For eight months in 1783, lava poured from the Laki crater, in south-central Iceland, the largest lava flow in recorded history. Tephra shot ten miles into the sky, pumping the atmosphere full of volcanic ash and gas. “The temperature in the Northern Hemisphere was temporarily lowered by one to two degrees centigrade; 70 percent of Iceland’s livestock and 20 percent of its population died.”
The Askja eruption of 1875 was the third-largest in history, Karl continues. “Southwesterly winds carried the tephra northeast and destroyed a few tens of farms.”
I’m probing the brittle icicle with my hammer, trying to find a way up. “How far back can you trace your family history?” I ask him.
“Over a thousand years.”
Above the icicle I find that the virgin blue ice, which looks ideal, is actually fickle and dangerous, tending to fracture wildly. At one point I’m certain the ice is about to shear off in a single slab (a “dinner plate” 20 feet in diameter) and provide me with the lead fall of my life.
Higher up, I discover something remarkable: The grim seams of spiraling dark matter provide the most secure purchase for my picks. This ice has a character different from the clear, unblemished ice, as if all the hardship of those periods congealed to create a solid, imperturbable substance.
We ascend through the belly of theglacier like mountaineering Jonahs, passing up through the blowhole to the surface and sunlight.
ICELANDERS ARE NORSEMEN, so ice runs in their blood. But thanks to geographical circumstance, Icelanders are also hot-pool aficionados. You don’t plan an Iceland adventure without periodic steam cleanings in the countless hot springs that bubble up in the country.
The next evening, on a remote gravel road, Karl asks me if I’ve “ever wanted to swim from America to Europe.”
“Swim? The Atlantic?” Maybe he has me confused with a hardcore athlete.

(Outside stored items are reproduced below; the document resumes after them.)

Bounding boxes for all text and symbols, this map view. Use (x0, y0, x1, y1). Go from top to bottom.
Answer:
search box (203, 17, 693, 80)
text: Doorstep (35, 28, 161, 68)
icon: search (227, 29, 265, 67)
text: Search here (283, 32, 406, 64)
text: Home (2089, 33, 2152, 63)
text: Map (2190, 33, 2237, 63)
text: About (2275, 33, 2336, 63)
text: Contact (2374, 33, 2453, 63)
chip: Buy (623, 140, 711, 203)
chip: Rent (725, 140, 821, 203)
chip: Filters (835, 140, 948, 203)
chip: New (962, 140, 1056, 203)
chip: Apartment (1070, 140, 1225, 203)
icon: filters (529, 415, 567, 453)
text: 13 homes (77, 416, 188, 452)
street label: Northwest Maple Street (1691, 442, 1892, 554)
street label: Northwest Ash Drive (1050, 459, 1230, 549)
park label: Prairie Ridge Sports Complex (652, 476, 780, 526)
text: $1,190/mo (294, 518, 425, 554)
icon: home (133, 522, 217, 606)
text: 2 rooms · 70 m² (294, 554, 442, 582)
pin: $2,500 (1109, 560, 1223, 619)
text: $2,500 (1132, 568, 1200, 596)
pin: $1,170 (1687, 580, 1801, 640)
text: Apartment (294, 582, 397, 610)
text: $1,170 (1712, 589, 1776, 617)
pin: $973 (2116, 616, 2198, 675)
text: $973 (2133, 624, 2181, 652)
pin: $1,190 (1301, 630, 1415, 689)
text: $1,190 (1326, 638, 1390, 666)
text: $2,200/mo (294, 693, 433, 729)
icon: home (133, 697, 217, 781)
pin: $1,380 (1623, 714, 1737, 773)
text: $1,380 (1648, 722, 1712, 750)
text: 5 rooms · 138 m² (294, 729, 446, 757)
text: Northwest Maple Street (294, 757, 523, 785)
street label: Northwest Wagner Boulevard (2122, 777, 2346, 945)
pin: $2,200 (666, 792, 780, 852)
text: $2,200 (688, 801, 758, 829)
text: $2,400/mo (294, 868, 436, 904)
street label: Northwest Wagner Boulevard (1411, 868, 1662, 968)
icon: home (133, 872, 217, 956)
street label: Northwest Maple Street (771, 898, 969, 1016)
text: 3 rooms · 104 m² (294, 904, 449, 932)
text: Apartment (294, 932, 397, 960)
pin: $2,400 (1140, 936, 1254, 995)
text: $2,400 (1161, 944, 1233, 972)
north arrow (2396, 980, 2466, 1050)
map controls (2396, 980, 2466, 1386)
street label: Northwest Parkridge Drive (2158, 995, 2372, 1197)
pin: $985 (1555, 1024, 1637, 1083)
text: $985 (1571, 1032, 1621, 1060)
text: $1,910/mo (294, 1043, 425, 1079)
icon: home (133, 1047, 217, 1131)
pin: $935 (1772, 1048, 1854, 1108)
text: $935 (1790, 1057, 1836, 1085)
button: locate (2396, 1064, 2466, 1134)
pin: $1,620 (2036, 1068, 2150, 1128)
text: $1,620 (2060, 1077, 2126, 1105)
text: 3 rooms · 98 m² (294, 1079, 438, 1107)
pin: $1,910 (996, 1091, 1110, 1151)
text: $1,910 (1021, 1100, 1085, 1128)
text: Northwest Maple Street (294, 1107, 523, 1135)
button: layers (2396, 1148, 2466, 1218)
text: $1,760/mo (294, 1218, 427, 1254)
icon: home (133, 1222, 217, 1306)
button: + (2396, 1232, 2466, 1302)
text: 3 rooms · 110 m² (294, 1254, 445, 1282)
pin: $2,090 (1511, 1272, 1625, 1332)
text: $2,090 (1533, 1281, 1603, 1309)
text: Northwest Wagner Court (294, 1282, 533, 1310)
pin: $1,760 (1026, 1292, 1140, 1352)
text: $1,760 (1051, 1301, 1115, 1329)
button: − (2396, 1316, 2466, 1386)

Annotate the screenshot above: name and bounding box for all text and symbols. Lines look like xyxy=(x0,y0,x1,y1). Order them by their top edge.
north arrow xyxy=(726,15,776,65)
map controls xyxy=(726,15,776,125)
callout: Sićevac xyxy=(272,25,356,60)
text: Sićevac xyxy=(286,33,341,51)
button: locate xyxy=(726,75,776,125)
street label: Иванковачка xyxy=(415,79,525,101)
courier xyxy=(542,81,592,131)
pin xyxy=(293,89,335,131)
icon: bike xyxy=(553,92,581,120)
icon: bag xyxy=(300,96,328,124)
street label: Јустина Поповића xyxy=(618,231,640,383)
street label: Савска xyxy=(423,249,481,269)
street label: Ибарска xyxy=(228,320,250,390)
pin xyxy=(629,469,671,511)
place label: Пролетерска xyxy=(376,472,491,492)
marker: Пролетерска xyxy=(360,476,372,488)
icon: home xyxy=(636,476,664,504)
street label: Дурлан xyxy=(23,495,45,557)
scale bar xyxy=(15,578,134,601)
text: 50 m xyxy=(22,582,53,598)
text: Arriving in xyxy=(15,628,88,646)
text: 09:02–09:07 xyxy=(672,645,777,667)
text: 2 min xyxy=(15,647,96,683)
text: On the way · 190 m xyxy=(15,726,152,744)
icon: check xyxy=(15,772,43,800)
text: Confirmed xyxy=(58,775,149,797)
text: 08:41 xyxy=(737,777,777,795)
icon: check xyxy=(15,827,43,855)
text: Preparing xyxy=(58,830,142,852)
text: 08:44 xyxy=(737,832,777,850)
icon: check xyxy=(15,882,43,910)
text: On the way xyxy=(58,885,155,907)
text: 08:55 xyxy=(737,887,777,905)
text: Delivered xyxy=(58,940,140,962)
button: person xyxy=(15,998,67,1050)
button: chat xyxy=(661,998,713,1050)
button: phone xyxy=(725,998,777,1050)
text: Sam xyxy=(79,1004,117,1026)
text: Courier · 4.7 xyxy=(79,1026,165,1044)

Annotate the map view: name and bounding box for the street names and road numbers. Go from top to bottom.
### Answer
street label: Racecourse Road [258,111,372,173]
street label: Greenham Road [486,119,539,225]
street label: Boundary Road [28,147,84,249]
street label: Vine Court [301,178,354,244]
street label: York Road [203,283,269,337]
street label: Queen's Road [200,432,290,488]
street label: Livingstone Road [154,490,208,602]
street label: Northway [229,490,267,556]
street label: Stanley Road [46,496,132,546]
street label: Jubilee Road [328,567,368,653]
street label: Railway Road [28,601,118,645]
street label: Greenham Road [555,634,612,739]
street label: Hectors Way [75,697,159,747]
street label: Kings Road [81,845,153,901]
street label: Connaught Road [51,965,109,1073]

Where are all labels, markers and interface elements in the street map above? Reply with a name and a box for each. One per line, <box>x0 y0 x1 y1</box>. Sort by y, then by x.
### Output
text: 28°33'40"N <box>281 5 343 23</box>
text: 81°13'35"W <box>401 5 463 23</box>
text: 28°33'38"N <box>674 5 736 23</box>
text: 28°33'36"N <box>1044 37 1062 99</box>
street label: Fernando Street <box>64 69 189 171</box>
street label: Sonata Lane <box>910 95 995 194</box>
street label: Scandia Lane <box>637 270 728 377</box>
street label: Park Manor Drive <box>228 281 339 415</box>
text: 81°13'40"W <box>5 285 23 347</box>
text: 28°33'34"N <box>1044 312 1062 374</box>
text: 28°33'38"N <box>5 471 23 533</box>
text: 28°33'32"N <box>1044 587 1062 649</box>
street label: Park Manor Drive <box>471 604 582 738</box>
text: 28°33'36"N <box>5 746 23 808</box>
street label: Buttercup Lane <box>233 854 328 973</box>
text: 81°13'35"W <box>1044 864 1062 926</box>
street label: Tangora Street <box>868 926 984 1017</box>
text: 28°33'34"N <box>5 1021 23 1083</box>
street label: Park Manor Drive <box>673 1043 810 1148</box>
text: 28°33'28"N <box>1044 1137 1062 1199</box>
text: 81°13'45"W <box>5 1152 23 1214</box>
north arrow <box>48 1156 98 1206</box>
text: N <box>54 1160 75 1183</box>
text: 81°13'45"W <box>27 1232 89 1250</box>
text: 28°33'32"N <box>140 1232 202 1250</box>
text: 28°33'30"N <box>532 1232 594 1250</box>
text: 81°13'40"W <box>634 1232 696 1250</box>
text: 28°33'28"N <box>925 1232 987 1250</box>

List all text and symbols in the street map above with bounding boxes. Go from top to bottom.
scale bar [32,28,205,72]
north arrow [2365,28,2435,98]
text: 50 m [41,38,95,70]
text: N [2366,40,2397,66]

He stops the jeep, gets out, and starts off down a path that leads through a tar-black moonscape of pocked lava to a deep fissure. A series of ladders descend into the crack. Forty feet below the surface, a hot, deep, five-foot-wide river runs between walls of solid lava. Karl drops his clothes and slides in as easily as a big seal. He spreads his arms, one hand touching each wall.
“America. Europe.”
Iceland straddles the Mid-Atlantic Ridge. Indeed, it is the spreading apart of the North American and Eurasian tectonic plates and the concomitant volcanic activity that created the island 100 million years ago. Karl explains that Iceland experiences more than 400 earthquakes a year, although most of them can’t be felt. Geothermal heat warms 80 percent of the country’s homes.
The four of us lounge in the Grjotagja fissure until our muscles turn to jelly, then drive across the forbidding Askja landscape, one of the largest lava deserts in the world. It’s two or three or four in the morning when we arrive at the Kverkfjallaskali hut. A catfish dinner/breakfast, abbreviated sleep, another shot of cod liver oil, and into the Kverkfjöll cave we stride.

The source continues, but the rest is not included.